EXERCISE OBJECTIVE →
Once you have read the entries below, write them all out again exactly.

DATA LISTING START

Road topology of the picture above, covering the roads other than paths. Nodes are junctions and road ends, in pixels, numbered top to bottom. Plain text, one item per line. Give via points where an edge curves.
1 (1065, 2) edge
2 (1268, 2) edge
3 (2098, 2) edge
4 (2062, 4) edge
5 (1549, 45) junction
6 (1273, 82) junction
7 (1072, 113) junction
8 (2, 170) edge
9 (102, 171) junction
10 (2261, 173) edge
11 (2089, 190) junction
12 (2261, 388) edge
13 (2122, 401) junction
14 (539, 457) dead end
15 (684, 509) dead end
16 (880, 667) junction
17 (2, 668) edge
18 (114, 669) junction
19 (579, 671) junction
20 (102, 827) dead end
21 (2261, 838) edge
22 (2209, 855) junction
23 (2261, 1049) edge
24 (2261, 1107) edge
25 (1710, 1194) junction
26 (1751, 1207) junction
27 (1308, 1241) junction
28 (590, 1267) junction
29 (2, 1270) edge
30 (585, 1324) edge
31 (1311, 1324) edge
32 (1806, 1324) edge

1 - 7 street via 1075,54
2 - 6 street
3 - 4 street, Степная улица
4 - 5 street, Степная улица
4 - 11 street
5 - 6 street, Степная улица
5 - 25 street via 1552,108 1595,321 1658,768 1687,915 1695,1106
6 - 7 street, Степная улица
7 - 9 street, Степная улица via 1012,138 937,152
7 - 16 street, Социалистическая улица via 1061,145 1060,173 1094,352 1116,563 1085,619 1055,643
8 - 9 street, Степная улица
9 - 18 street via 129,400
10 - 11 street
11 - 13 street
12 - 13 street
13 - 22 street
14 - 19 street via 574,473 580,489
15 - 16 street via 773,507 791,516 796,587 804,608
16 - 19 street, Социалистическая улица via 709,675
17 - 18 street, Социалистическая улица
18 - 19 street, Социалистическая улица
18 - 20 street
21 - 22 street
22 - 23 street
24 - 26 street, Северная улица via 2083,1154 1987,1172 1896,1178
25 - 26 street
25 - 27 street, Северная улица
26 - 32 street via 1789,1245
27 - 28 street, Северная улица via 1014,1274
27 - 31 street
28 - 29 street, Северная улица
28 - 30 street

DATA LISTING END

EXPECTED OUTPUT →
Road topology of the picture above, covering the roads other than paths. Nodes are junctions and road ends, in pixels, numbered top to bottom. Plain text, one item per line. Give via points where an edge curves.
1 (1065, 2) edge
2 (1268, 2) edge
3 (2098, 2) edge
4 (2062, 4) edge
5 (1549, 45) junction
6 (1273, 82) junction
7 (1072, 113) junction
8 (2, 170) edge
9 (102, 171) junction
10 (2261, 173) edge
11 (2089, 190) junction
12 (2261, 388) edge
13 (2122, 401) junction
14 (539, 457) dead end
15 (684, 509) dead end
16 (880, 667) junction
17 (2, 668) edge
18 (114, 669) junction
19 (579, 671) junction
20 (102, 827) dead end
21 (2261, 838) edge
22 (2209, 855) junction
23 (2261, 1049) edge
24 (2261, 1107) edge
25 (1710, 1194) junction
26 (1751, 1207) junction
27 (1308, 1241) junction
28 (590, 1267) junction
29 (2, 1270) edge
30 (585, 1324) edge
31 (1311, 1324) edge
32 (1806, 1324) edge

1 - 7 street via 1075,54
2 - 6 street
3 - 4 street, Степная улица
4 - 5 street, Степная улица
4 - 11 street
5 - 6 street, Степная улица
5 - 25 street via 1552,108 1595,321 1658,768 1687,915 1695,1106
6 - 7 street, Степная улица
7 - 9 street, Степная улица via 1012,138 937,152
7 - 16 street, Социалистическая улица via 1061,145 1060,173 1094,352 1116,563 1085,619 1055,643
8 - 9 street, Степная улица
9 - 18 street via 129,400
10 - 11 street
11 - 13 street
12 - 13 street
13 - 22 street
14 - 19 street via 574,473 580,489
15 - 16 street via 773,507 791,516 796,587 804,608
16 - 19 street, Социалистическая улица via 709,675
17 - 18 street, Социалистическая улица
18 - 19 street, Социалистическая улица
18 - 20 street
21 - 22 street
22 - 23 street
24 - 26 street, Северная улица via 2083,1154 1987,1172 1896,1178
25 - 26 street
25 - 27 street, Северная улица
26 - 32 street via 1789,1245
27 - 28 street, Северная улица via 1014,1274
27 - 31 street
28 - 29 street, Северная улица
28 - 30 street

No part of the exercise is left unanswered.